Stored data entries

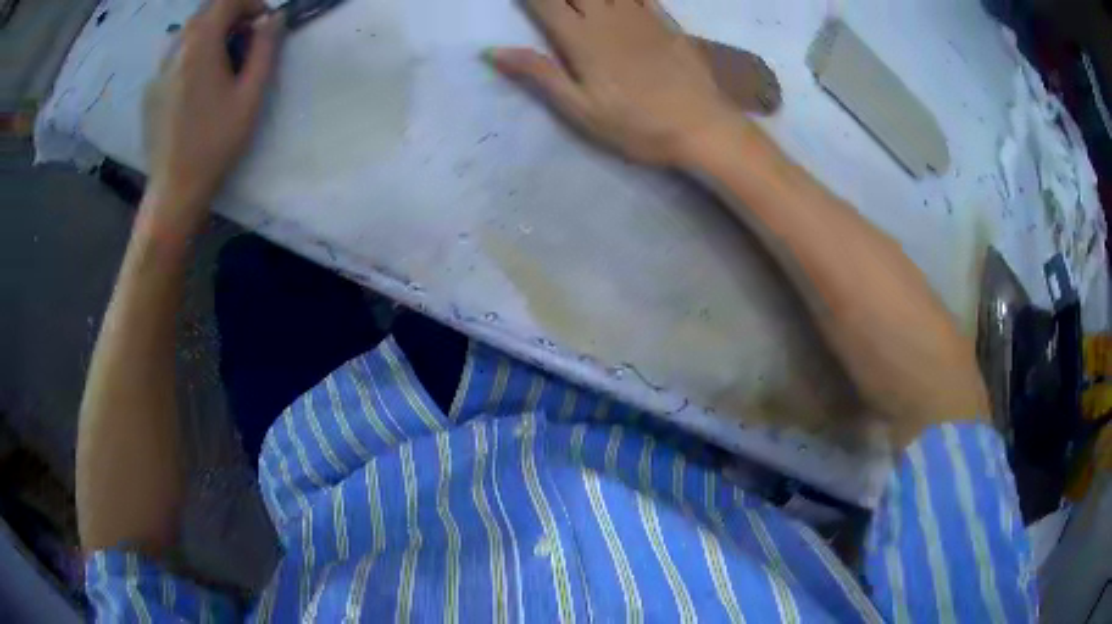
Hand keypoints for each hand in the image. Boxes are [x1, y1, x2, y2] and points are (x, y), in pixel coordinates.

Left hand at [143, 0, 282, 238]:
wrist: (174, 190)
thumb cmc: (215, 143)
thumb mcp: (251, 95)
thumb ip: (265, 49)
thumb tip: (273, 17)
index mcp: (200, 46)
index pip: (227, 1)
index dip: (250, 3)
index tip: (263, 22)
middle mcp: (175, 50)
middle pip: (205, 11)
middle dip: (231, 15)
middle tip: (245, 39)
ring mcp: (158, 71)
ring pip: (187, 31)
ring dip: (210, 33)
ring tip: (222, 60)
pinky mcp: (150, 90)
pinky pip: (173, 54)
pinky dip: (191, 52)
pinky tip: (198, 81)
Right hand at [489, 0, 738, 165]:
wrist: (702, 127)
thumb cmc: (637, 125)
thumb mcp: (580, 109)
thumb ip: (540, 74)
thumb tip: (494, 51)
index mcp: (581, 39)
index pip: (545, 2)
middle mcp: (607, 17)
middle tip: (552, 1)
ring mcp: (639, 16)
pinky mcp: (665, 21)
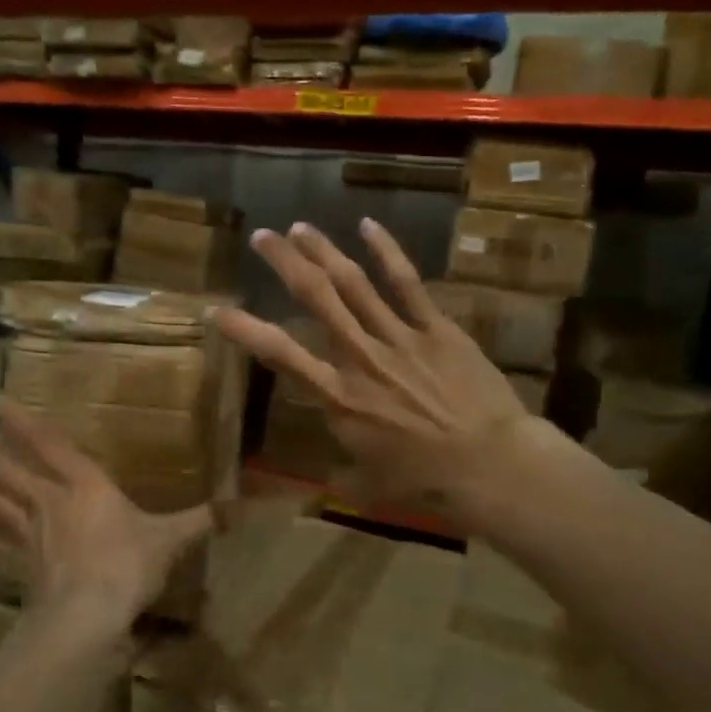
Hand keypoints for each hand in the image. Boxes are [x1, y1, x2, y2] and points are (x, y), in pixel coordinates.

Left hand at [0, 398, 213, 634]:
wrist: (89, 615)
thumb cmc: (128, 565)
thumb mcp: (169, 539)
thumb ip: (198, 521)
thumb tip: (237, 506)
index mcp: (86, 485)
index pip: (49, 445)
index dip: (21, 422)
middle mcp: (52, 502)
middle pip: (12, 472)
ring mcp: (32, 534)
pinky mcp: (23, 563)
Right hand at [213, 219, 555, 527]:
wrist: (492, 467)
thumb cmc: (426, 484)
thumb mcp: (367, 486)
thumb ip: (339, 473)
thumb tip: (323, 479)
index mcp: (338, 397)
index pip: (279, 353)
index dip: (244, 329)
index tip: (217, 309)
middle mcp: (359, 357)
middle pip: (315, 298)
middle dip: (285, 263)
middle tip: (263, 237)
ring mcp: (398, 337)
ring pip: (352, 282)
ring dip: (323, 251)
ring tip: (300, 227)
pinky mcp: (436, 328)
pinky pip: (406, 282)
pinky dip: (386, 251)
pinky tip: (367, 225)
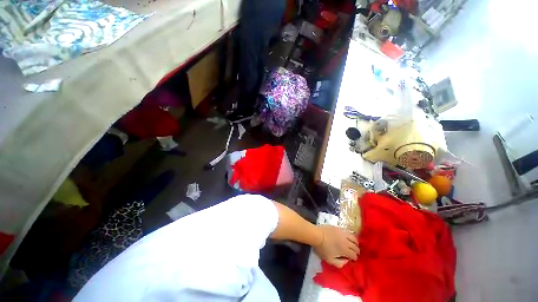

ASSIGNMENT: Please print all the data above word for word. Pictures should not appear in the copy.

TASK ANSWER:
Hand keypoints for each hand in the image. Boxes are [x1, y1, x2, y2] and points are (x, y), in pixel coordinates.

Left hand at [143, 0, 282, 238]:
wrist: (174, 190)
thumb cmc: (215, 143)
thumb mcp: (251, 95)
thumb ip: (265, 49)
thumb tip: (273, 17)
index mcp: (200, 46)
index pip: (227, 1)
index dip: (250, 3)
index tip: (263, 22)
middle mcp: (175, 50)
middle pip: (205, 11)
middle dip: (231, 15)
middle tip: (245, 39)
ring mcp: (158, 71)
ring pip: (187, 31)
ring dip: (210, 33)
ring tip: (222, 60)
pinky mcp: (150, 90)
pinky pip: (173, 54)
pinky dip: (191, 52)
pinky tip: (198, 81)
Right hand at [489, 0, 738, 165]:
wrist: (702, 127)
thumb cmc: (637, 125)
thumb mcp: (580, 109)
thumb ip: (540, 74)
thumb tip: (494, 51)
index mcp: (581, 39)
index pip: (545, 2)
middle mcp: (607, 17)
middle tip: (552, 1)
ring mcp: (639, 16)
pinky mcp: (665, 21)
Hand keypoints for each hand in the image. Boxes are [x1, y1, x2, y2] and points are (x, y), in pixel coordinates.

Left hand at [0, 398, 213, 634]:
wrist: (89, 615)
thumb cmc: (128, 565)
thumb mcp: (169, 539)
thumb ip: (198, 521)
thumb tip: (237, 506)
index mcp: (86, 485)
index pip: (49, 445)
index dip: (21, 422)
middle mcp: (52, 502)
middle pip: (12, 472)
ring mcp: (32, 534)
pinky mcp: (23, 563)
Right hand at [213, 219, 555, 527]:
wrist: (492, 467)
thumb cmc: (426, 484)
thumb mcp: (367, 486)
thumb ip: (339, 473)
thumb tip: (323, 479)
index mcp: (338, 397)
index pip: (279, 353)
index dip: (244, 329)
index tip: (217, 309)
middle mcp: (359, 357)
middle pip: (315, 298)
middle dip: (285, 263)
middle tip: (263, 237)
ring mcp: (398, 337)
ring pip: (352, 282)
ring dip: (323, 251)
ring tip: (300, 227)
pinky mcp: (436, 328)
pinky pip: (406, 282)
pinky dip: (386, 251)
pinky tip: (367, 225)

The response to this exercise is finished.